O leilão de escravos vindos da África

Brasil, Curiosidades, Idade Moderna, Século XIX, Século XVII, Século XVIII O leilão de escravos vindos da África
* Por Talita Lopes Cavalcante



Fotos de escravos ainda em solo africano, ca. 1870. Foto de autor desconhecido.

Antes dos navios negreiros chegarem à América, as pessoas transportadas ali, cativas, já haviam perdido a dignidade enquanto ser humano e tinham seu destino possivelmente para sempre selado: a escravidão. Porém, era no leilão de escravos que a realidade futura de sofrimentos começava a se materializar.

Sempre que um navio negreiro estava prestes a chegar com um novo “carregamento”, os leilões eram anunciados à base de clientes — senhores de escravos — que poderia se interessar em adquirir mais um cativo. Assim que a embarcação atracava, os prisioneiros eram enfileirados e passavam por uma chamada para reconhecimento, em seguida eram enviados para celas onde tomariam banho e se arrumariam para os leilões.

Nessas celas pré-leilões, os recém chegados eram obrigados a passar óleo no corpo ou alcatrão para que ganhassem um aspecto mais saudável, visto que após a longa viagem muitos estavam debilitados. Durante esse período ainda podiam ser marcados a ferro incandescente para identifica-los como escravos. Era a marca final da perda total da humanidade.

Cela pré leilão, onde os escravos se banhavam, passavam óleo no corpo e eram marcados a ferro antes de irem para o leilão. Foto: “Slave pen, Alexandria, Va”. Library of Congress. ID: LC-DIG-cwpb-01472.

Nas casas de leilão, após a triagem nas celas, os escravos eram expostos para que famílias abastadas escolhessem um membro com as características físicas consideradas adequadas à época a um trabalhador escravizado. Aqueles que não se encaixassem e não fossem escolhidos por ninguém podiam ser assassinados. Havia dois tipos de leilões; aqueles que vendiam pelo maior lance e o “pegue e vá”.

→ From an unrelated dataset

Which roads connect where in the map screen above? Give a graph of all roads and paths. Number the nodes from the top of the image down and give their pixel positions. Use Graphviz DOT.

Anúncios classificados – “Leilão de móveis e escravo, venda de armazém, procura-se criada”. Publicado no jornal santista “O Mercantil”, ano I, edição 7, de sábado, 20 de julho de 1850, página 4. Acervo Memória Biblioteca Nacional Digital.

No primeiro, os escravos eram expostos em plataformas elevadas para que os compradores avaliassem e dessem o lance à “mercadoria” mais interessante. Caso o cliente desejasse, ele poderia subir na plataforma e inspecionar pessoalmente o indivíduo ali exposto. Esse era um momento muito constrangedor, especialmente para as mulheres que seriam inspecionadas.

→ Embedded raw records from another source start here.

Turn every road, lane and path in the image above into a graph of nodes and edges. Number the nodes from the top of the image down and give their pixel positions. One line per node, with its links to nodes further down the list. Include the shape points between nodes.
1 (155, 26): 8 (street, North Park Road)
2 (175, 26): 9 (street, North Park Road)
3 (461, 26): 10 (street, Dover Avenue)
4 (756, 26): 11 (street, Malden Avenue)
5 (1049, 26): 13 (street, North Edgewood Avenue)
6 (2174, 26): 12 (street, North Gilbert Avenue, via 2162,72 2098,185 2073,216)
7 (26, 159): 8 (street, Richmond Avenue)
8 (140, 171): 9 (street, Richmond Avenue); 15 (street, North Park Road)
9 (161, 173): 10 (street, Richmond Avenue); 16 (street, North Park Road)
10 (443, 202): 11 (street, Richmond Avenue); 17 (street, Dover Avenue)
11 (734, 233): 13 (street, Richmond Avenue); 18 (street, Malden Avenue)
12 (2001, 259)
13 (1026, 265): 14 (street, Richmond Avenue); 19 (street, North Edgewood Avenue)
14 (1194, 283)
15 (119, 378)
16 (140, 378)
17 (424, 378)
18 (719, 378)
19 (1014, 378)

Era comum nessas avaliações as mulheres serem apalpadas nos seios e em suas genitais; mormente sem entender a língua, nem o que estava acontecendo. Os homens eram forçados a abrir a boca para avaliação dos dentes, além de avaliações íntimas. Após a inspeção, o comprador decidia o preço que estava disposto a pagar. Caso o escravo fosse novo, o preço costumava ser alto, contudo, se fosse uma criança muito pequena ou idoso o preço abaixava. Os lances eram iniciados e a oferta de maior valor arrematava.

Mercado de escravos nos Estados Unidos, Atlanta, 1864. Foto: “Auction & Negro Sales, Whitehall Street”. Barnard, George N.. Library of Congress. ID: LC-DIG-cwpb-03351.

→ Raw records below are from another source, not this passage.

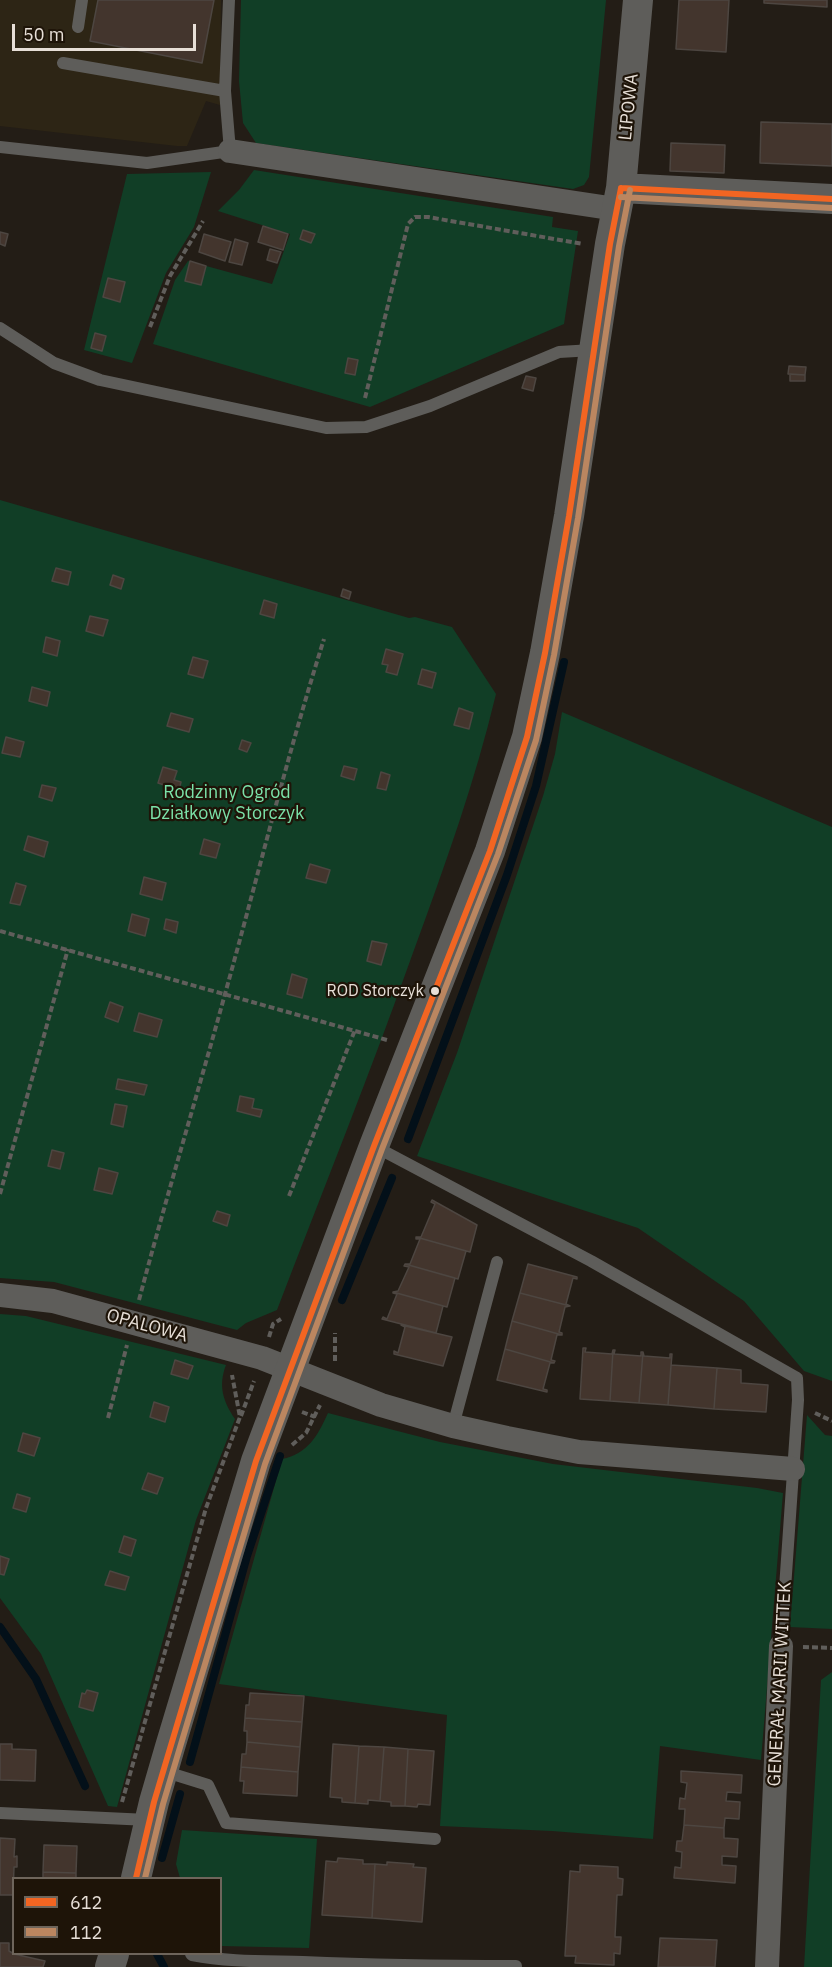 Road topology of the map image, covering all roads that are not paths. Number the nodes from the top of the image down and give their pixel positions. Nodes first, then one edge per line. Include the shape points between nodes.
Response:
1 (82, 0) edge
2 (229, 0) edge
3 (638, 0) edge
4 (78, 27) dead end
5 (63, 63) dead end
6 (225, 91) junction
7 (0, 147) edge
8 (230, 152) junction
9 (832, 199) edge
10 (618, 204) junction
11 (0, 328) edge
12 (594, 350) junction
13 (374, 1146) junction
14 (497, 1262) dead end
15 (0, 1295) edge
16 (291, 1368) junction
17 (453, 1426) junction
18 (793, 1469) junction
19 (781, 1646) joint
20 (163, 1771) junction
21 (0, 1813) edge
22 (150, 1820) junction
23 (435, 1839) dead end
24 (136, 1877) edge
25 (192, 1955) edge
26 (516, 1966) edge
27 (767, 1967) edge

1 - 4 lane
2 - 6 lane
3 - 10 street, LIPOWA
5 - 6 lane
6 - 8 lane
7 - 8 lane via 147,163
8 - 10 street
9 - 10 street
10 - 12 street, LIPOWA
11 - 12 lane via 54,363 100,380 326,428 366,427 430,406 559,352
12 - 13 street, LIPOWA via 569,516 527,737 490,851
13 - 16 street, LIPOWA
13 - 18 lane, GENERAŁ MARII WITTEK via 591,1261 797,1378
14 - 17 lane
15 - 16 street, OPALOWA via 136,1313
16 - 17 street, OPALOWA via 381,1405
16 - 20 street, LIPOWA via 256,1461
17 - 18 street, OPALOWA via 579,1452
18 - 19 lane, GENERAŁ MARII WITTEK
19 - 27 street, GENERAŁ MARII WITTEK
20 - 22 street, LIPOWA
20 - 23 lane via 208,1785 226,1823
21 - 22 lane
22 - 24 street, LIPOWA
25 - 26 lane via 295,1962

O segundo tipo de leilão, o “pegue e vá”, possuía uma dinâmica muito particular. O cliente chegava ao mercado e pagava por um bilhete. Após todos os clientes terem pagado seus bilhetes, ao rufar dos tambores, a porta da senzala era aberta e todos os compradores entravam correndo. Quase como em uma caça, os compradores precisavam escolher logo os indivíduos de seu interesse antes que outro comprador o fizesse.

Apesar das descrições aqui contidas no texto, seria necessário um livro inteiro para conseguir relatar com um pouco mais de fidelidade como aconteciam as vendas de escravos e ainda assim, não seria possível traduzir em palavras o constrangimento e a violência pela qual as vítimas passavam. Cenas como essas se repetiram por séculos violando a dignidade de incontáveis indivíduos. Famílias foram separadas, corpos foram violados e o sofrimento dessas pessoas apenas se iniciava. Sofrimento esse que só é possível imaginar através de textos e fotos.

Referências:
“Auction & Negro Sales”, Whitehall Street. Library of Congress.
Arrival in the Americas. Liverpoll Museums.
– “A slave auction at Wilmington“. North Carolina Digital History.
– “Slave Auctions: Selections from 19th-century narratives of formerly enslaved African Americans“. National Humanities Center Resource Toolbox. Vol. I.